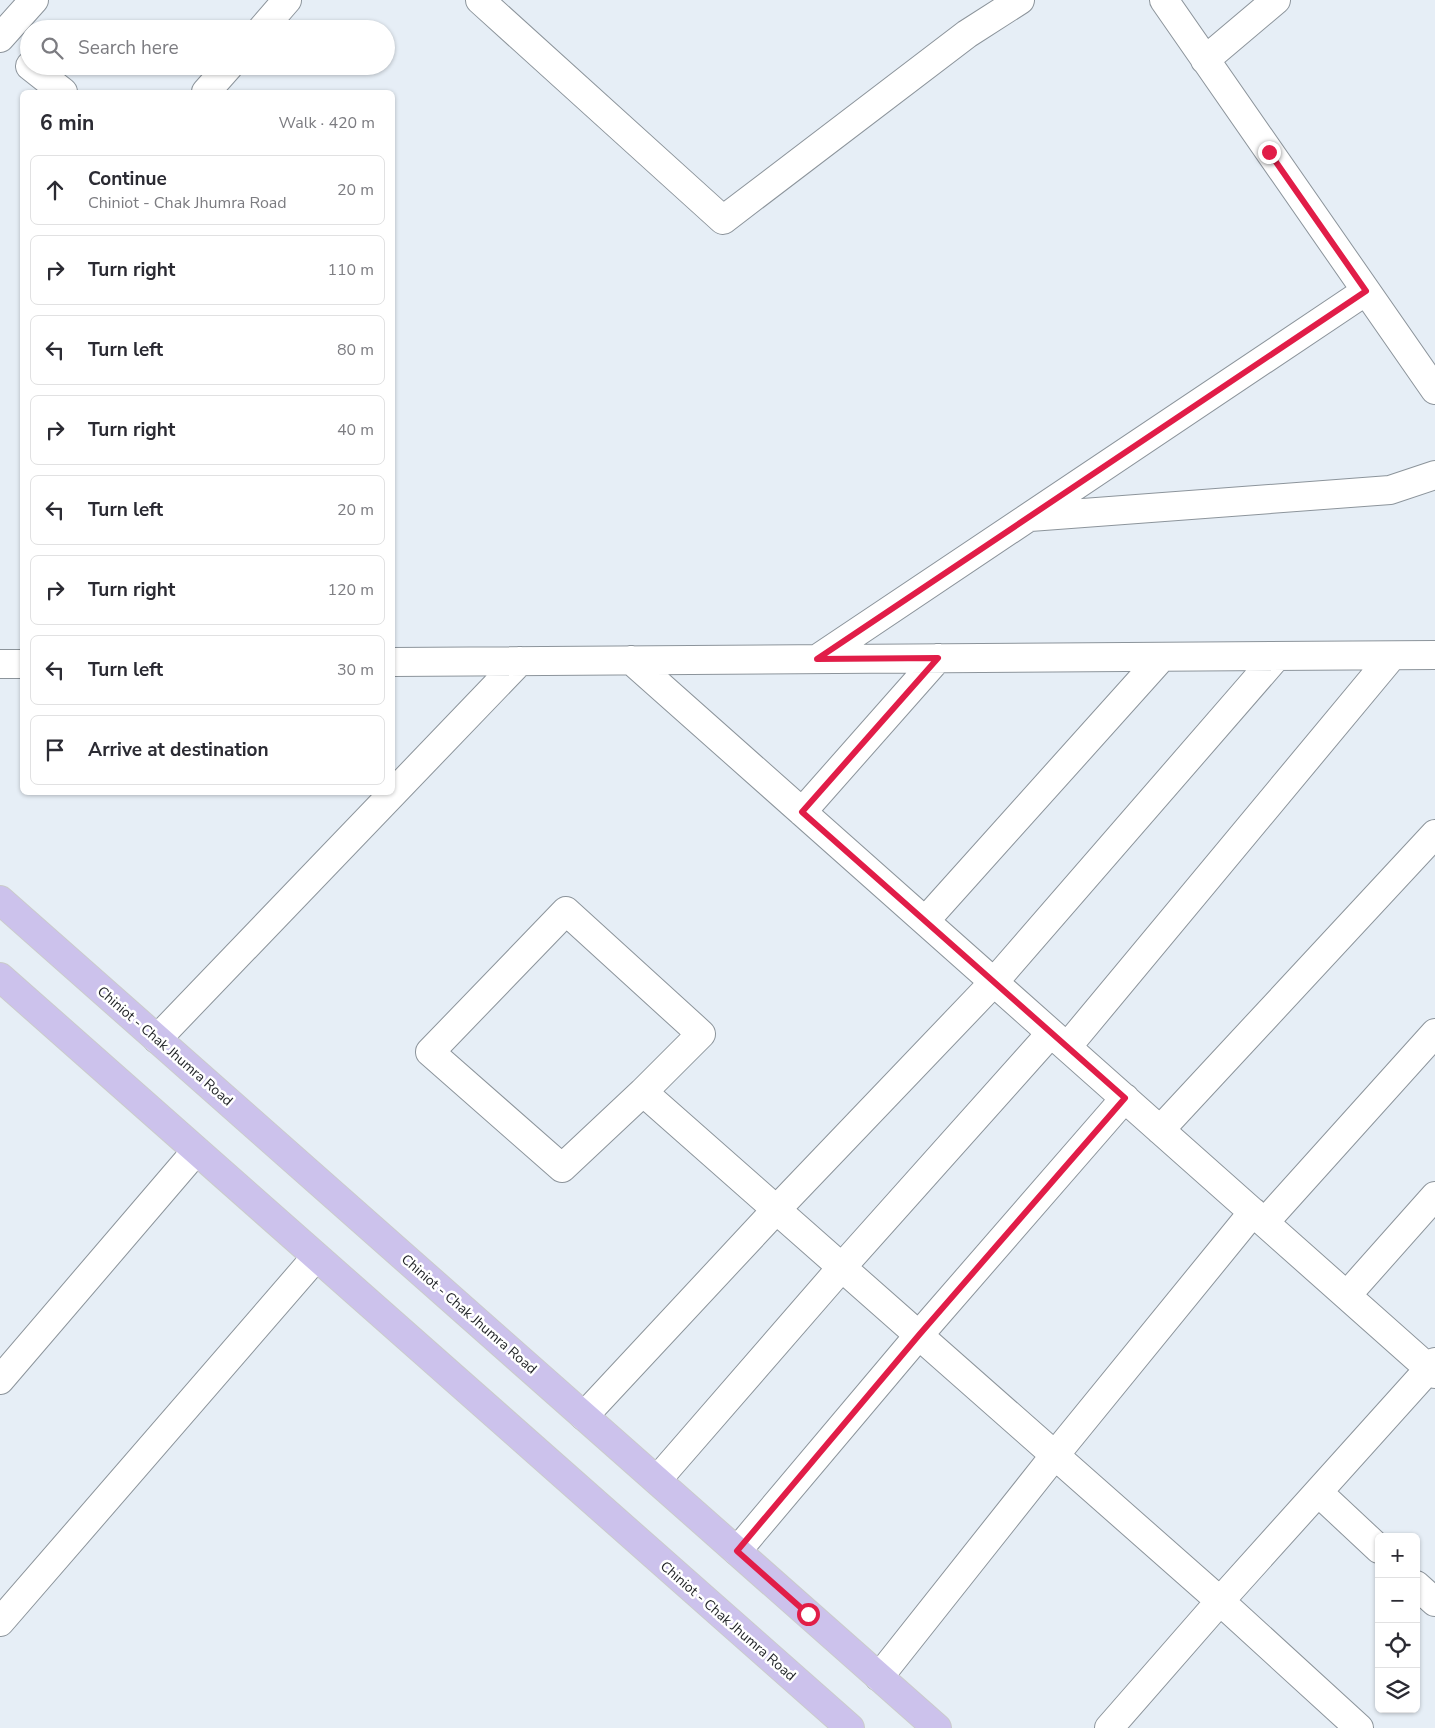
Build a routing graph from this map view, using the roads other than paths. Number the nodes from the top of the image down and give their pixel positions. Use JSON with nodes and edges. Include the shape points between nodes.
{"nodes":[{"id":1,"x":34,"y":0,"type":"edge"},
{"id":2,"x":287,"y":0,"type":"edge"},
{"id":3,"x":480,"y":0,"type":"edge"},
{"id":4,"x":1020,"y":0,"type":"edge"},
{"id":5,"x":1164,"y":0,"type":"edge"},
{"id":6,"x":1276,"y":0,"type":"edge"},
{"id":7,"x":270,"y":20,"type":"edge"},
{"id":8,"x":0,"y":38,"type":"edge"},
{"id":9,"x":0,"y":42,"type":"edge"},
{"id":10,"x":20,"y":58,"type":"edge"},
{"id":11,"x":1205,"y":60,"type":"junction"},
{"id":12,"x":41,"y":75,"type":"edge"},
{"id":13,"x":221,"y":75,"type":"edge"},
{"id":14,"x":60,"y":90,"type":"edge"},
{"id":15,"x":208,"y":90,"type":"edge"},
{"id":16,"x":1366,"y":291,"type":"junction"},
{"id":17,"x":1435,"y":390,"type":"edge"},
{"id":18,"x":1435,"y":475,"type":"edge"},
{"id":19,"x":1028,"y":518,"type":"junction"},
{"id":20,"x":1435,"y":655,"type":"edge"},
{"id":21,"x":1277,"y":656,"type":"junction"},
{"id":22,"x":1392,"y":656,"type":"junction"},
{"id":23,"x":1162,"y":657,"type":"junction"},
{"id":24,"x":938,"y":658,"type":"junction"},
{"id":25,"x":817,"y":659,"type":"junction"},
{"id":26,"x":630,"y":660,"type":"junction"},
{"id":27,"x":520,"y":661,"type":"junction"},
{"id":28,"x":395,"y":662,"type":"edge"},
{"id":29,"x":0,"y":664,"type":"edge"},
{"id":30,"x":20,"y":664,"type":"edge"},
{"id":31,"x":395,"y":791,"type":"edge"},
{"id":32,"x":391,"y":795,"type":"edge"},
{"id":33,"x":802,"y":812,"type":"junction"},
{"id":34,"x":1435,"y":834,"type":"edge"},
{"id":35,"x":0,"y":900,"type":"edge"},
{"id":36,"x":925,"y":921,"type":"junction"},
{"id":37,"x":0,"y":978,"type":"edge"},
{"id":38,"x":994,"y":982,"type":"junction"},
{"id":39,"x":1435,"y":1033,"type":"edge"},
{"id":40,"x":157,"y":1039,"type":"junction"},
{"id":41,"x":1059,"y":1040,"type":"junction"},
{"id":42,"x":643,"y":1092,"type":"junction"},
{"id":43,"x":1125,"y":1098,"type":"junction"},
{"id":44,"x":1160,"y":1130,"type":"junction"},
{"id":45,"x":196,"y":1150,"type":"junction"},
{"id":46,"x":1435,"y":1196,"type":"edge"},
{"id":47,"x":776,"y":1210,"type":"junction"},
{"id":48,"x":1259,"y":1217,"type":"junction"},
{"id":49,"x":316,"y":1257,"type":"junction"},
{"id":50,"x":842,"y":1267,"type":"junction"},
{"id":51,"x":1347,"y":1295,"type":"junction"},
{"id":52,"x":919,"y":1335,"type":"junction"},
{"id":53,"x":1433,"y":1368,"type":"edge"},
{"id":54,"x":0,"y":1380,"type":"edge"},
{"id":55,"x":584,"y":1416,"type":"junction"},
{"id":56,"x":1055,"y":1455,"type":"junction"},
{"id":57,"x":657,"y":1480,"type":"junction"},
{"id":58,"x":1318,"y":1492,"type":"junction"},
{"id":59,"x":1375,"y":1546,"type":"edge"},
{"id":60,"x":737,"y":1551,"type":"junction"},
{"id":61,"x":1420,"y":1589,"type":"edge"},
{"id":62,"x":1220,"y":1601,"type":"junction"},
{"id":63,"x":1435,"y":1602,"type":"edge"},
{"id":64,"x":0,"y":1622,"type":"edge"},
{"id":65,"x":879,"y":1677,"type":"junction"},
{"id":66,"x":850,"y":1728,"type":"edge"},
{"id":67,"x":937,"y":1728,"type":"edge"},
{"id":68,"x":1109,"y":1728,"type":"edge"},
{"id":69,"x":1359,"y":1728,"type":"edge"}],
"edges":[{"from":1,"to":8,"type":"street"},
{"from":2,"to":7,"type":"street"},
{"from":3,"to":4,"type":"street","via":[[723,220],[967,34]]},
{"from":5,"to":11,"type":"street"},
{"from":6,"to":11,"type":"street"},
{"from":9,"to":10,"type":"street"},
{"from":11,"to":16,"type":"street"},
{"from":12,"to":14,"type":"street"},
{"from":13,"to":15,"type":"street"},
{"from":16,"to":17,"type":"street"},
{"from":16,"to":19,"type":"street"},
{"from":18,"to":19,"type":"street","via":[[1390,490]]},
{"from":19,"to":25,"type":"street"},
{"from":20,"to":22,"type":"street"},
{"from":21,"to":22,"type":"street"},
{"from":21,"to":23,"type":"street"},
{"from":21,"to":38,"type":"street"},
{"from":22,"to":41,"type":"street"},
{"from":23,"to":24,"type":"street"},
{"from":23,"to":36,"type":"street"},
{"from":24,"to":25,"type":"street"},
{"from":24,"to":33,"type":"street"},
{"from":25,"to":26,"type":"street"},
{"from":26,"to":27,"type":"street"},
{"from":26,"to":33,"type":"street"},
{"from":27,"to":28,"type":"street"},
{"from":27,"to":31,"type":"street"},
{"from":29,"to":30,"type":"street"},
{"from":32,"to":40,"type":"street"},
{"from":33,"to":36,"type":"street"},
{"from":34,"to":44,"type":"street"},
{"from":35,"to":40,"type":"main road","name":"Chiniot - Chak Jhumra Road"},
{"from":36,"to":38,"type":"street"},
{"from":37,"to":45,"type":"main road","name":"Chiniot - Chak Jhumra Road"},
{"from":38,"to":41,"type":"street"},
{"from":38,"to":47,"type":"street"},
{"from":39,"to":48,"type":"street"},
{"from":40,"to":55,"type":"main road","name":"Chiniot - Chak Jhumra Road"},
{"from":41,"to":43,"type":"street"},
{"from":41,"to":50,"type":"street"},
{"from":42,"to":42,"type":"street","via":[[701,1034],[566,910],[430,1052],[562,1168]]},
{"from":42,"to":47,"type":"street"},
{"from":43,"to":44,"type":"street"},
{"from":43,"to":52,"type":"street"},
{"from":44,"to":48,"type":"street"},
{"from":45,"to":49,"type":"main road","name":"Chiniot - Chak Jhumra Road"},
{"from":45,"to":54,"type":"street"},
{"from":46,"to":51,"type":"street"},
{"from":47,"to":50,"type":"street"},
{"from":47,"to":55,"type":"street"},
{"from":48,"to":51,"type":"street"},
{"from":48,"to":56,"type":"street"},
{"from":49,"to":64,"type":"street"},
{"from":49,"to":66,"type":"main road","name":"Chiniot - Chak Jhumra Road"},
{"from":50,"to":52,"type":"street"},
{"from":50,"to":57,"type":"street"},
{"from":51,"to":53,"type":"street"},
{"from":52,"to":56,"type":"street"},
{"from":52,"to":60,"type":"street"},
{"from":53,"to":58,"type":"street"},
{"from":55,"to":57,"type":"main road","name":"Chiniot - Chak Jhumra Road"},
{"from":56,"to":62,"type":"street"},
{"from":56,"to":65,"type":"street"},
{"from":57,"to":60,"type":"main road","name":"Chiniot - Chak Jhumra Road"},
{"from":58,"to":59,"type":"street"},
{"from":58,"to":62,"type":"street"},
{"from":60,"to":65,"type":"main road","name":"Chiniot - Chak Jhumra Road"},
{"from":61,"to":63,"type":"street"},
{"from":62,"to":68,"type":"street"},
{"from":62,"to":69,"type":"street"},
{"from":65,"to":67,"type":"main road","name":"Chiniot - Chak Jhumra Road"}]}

Problem to solve: Whatever the records hold apart from pictures should be repeated exactly.

Exercise result:
Build a routing graph from this map view, using the roads other than paths. Number the nodes from the top of the image down and give their pixel positions. Use JSON with nodes and edges. Include the shape points between nodes.
{"nodes":[{"id":1,"x":34,"y":0,"type":"edge"},
{"id":2,"x":287,"y":0,"type":"edge"},
{"id":3,"x":480,"y":0,"type":"edge"},
{"id":4,"x":1020,"y":0,"type":"edge"},
{"id":5,"x":1164,"y":0,"type":"edge"},
{"id":6,"x":1276,"y":0,"type":"edge"},
{"id":7,"x":270,"y":20,"type":"edge"},
{"id":8,"x":0,"y":38,"type":"edge"},
{"id":9,"x":0,"y":42,"type":"edge"},
{"id":10,"x":20,"y":58,"type":"edge"},
{"id":11,"x":1205,"y":60,"type":"junction"},
{"id":12,"x":41,"y":75,"type":"edge"},
{"id":13,"x":221,"y":75,"type":"edge"},
{"id":14,"x":60,"y":90,"type":"edge"},
{"id":15,"x":208,"y":90,"type":"edge"},
{"id":16,"x":1366,"y":291,"type":"junction"},
{"id":17,"x":1435,"y":390,"type":"edge"},
{"id":18,"x":1435,"y":475,"type":"edge"},
{"id":19,"x":1028,"y":518,"type":"junction"},
{"id":20,"x":1435,"y":655,"type":"edge"},
{"id":21,"x":1277,"y":656,"type":"junction"},
{"id":22,"x":1392,"y":656,"type":"junction"},
{"id":23,"x":1162,"y":657,"type":"junction"},
{"id":24,"x":938,"y":658,"type":"junction"},
{"id":25,"x":817,"y":659,"type":"junction"},
{"id":26,"x":630,"y":660,"type":"junction"},
{"id":27,"x":520,"y":661,"type":"junction"},
{"id":28,"x":395,"y":662,"type":"edge"},
{"id":29,"x":0,"y":664,"type":"edge"},
{"id":30,"x":20,"y":664,"type":"edge"},
{"id":31,"x":395,"y":791,"type":"edge"},
{"id":32,"x":391,"y":795,"type":"edge"},
{"id":33,"x":802,"y":812,"type":"junction"},
{"id":34,"x":1435,"y":834,"type":"edge"},
{"id":35,"x":0,"y":900,"type":"edge"},
{"id":36,"x":925,"y":921,"type":"junction"},
{"id":37,"x":0,"y":978,"type":"edge"},
{"id":38,"x":994,"y":982,"type":"junction"},
{"id":39,"x":1435,"y":1033,"type":"edge"},
{"id":40,"x":157,"y":1039,"type":"junction"},
{"id":41,"x":1059,"y":1040,"type":"junction"},
{"id":42,"x":643,"y":1092,"type":"junction"},
{"id":43,"x":1125,"y":1098,"type":"junction"},
{"id":44,"x":1160,"y":1130,"type":"junction"},
{"id":45,"x":196,"y":1150,"type":"junction"},
{"id":46,"x":1435,"y":1196,"type":"edge"},
{"id":47,"x":776,"y":1210,"type":"junction"},
{"id":48,"x":1259,"y":1217,"type":"junction"},
{"id":49,"x":316,"y":1257,"type":"junction"},
{"id":50,"x":842,"y":1267,"type":"junction"},
{"id":51,"x":1347,"y":1295,"type":"junction"},
{"id":52,"x":919,"y":1335,"type":"junction"},
{"id":53,"x":1433,"y":1368,"type":"edge"},
{"id":54,"x":0,"y":1380,"type":"edge"},
{"id":55,"x":584,"y":1416,"type":"junction"},
{"id":56,"x":1055,"y":1455,"type":"junction"},
{"id":57,"x":657,"y":1480,"type":"junction"},
{"id":58,"x":1318,"y":1492,"type":"junction"},
{"id":59,"x":1375,"y":1546,"type":"edge"},
{"id":60,"x":737,"y":1551,"type":"junction"},
{"id":61,"x":1420,"y":1589,"type":"edge"},
{"id":62,"x":1220,"y":1601,"type":"junction"},
{"id":63,"x":1435,"y":1602,"type":"edge"},
{"id":64,"x":0,"y":1622,"type":"edge"},
{"id":65,"x":879,"y":1677,"type":"junction"},
{"id":66,"x":850,"y":1728,"type":"edge"},
{"id":67,"x":937,"y":1728,"type":"edge"},
{"id":68,"x":1109,"y":1728,"type":"edge"},
{"id":69,"x":1359,"y":1728,"type":"edge"}],
"edges":[{"from":1,"to":8,"type":"street"},
{"from":2,"to":7,"type":"street"},
{"from":3,"to":4,"type":"street","via":[[723,220],[967,34]]},
{"from":5,"to":11,"type":"street"},
{"from":6,"to":11,"type":"street"},
{"from":9,"to":10,"type":"street"},
{"from":11,"to":16,"type":"street"},
{"from":12,"to":14,"type":"street"},
{"from":13,"to":15,"type":"street"},
{"from":16,"to":17,"type":"street"},
{"from":16,"to":19,"type":"street"},
{"from":18,"to":19,"type":"street","via":[[1390,490]]},
{"from":19,"to":25,"type":"street"},
{"from":20,"to":22,"type":"street"},
{"from":21,"to":22,"type":"street"},
{"from":21,"to":23,"type":"street"},
{"from":21,"to":38,"type":"street"},
{"from":22,"to":41,"type":"street"},
{"from":23,"to":24,"type":"street"},
{"from":23,"to":36,"type":"street"},
{"from":24,"to":25,"type":"street"},
{"from":24,"to":33,"type":"street"},
{"from":25,"to":26,"type":"street"},
{"from":26,"to":27,"type":"street"},
{"from":26,"to":33,"type":"street"},
{"from":27,"to":28,"type":"street"},
{"from":27,"to":31,"type":"street"},
{"from":29,"to":30,"type":"street"},
{"from":32,"to":40,"type":"street"},
{"from":33,"to":36,"type":"street"},
{"from":34,"to":44,"type":"street"},
{"from":35,"to":40,"type":"main road","name":"Chiniot - Chak Jhumra Road"},
{"from":36,"to":38,"type":"street"},
{"from":37,"to":45,"type":"main road","name":"Chiniot - Chak Jhumra Road"},
{"from":38,"to":41,"type":"street"},
{"from":38,"to":47,"type":"street"},
{"from":39,"to":48,"type":"street"},
{"from":40,"to":55,"type":"main road","name":"Chiniot - Chak Jhumra Road"},
{"from":41,"to":43,"type":"street"},
{"from":41,"to":50,"type":"street"},
{"from":42,"to":42,"type":"street","via":[[701,1034],[566,910],[430,1052],[562,1168]]},
{"from":42,"to":47,"type":"street"},
{"from":43,"to":44,"type":"street"},
{"from":43,"to":52,"type":"street"},
{"from":44,"to":48,"type":"street"},
{"from":45,"to":49,"type":"main road","name":"Chiniot - Chak Jhumra Road"},
{"from":45,"to":54,"type":"street"},
{"from":46,"to":51,"type":"street"},
{"from":47,"to":50,"type":"street"},
{"from":47,"to":55,"type":"street"},
{"from":48,"to":51,"type":"street"},
{"from":48,"to":56,"type":"street"},
{"from":49,"to":64,"type":"street"},
{"from":49,"to":66,"type":"main road","name":"Chiniot - Chak Jhumra Road"},
{"from":50,"to":52,"type":"street"},
{"from":50,"to":57,"type":"street"},
{"from":51,"to":53,"type":"street"},
{"from":52,"to":56,"type":"street"},
{"from":52,"to":60,"type":"street"},
{"from":53,"to":58,"type":"street"},
{"from":55,"to":57,"type":"main road","name":"Chiniot - Chak Jhumra Road"},
{"from":56,"to":62,"type":"street"},
{"from":56,"to":65,"type":"street"},
{"from":57,"to":60,"type":"main road","name":"Chiniot - Chak Jhumra Road"},
{"from":58,"to":59,"type":"street"},
{"from":58,"to":62,"type":"street"},
{"from":60,"to":65,"type":"main road","name":"Chiniot - Chak Jhumra Road"},
{"from":61,"to":63,"type":"street"},
{"from":62,"to":68,"type":"street"},
{"from":62,"to":69,"type":"street"},
{"from":65,"to":67,"type":"main road","name":"Chiniot - Chak Jhumra Road"}]}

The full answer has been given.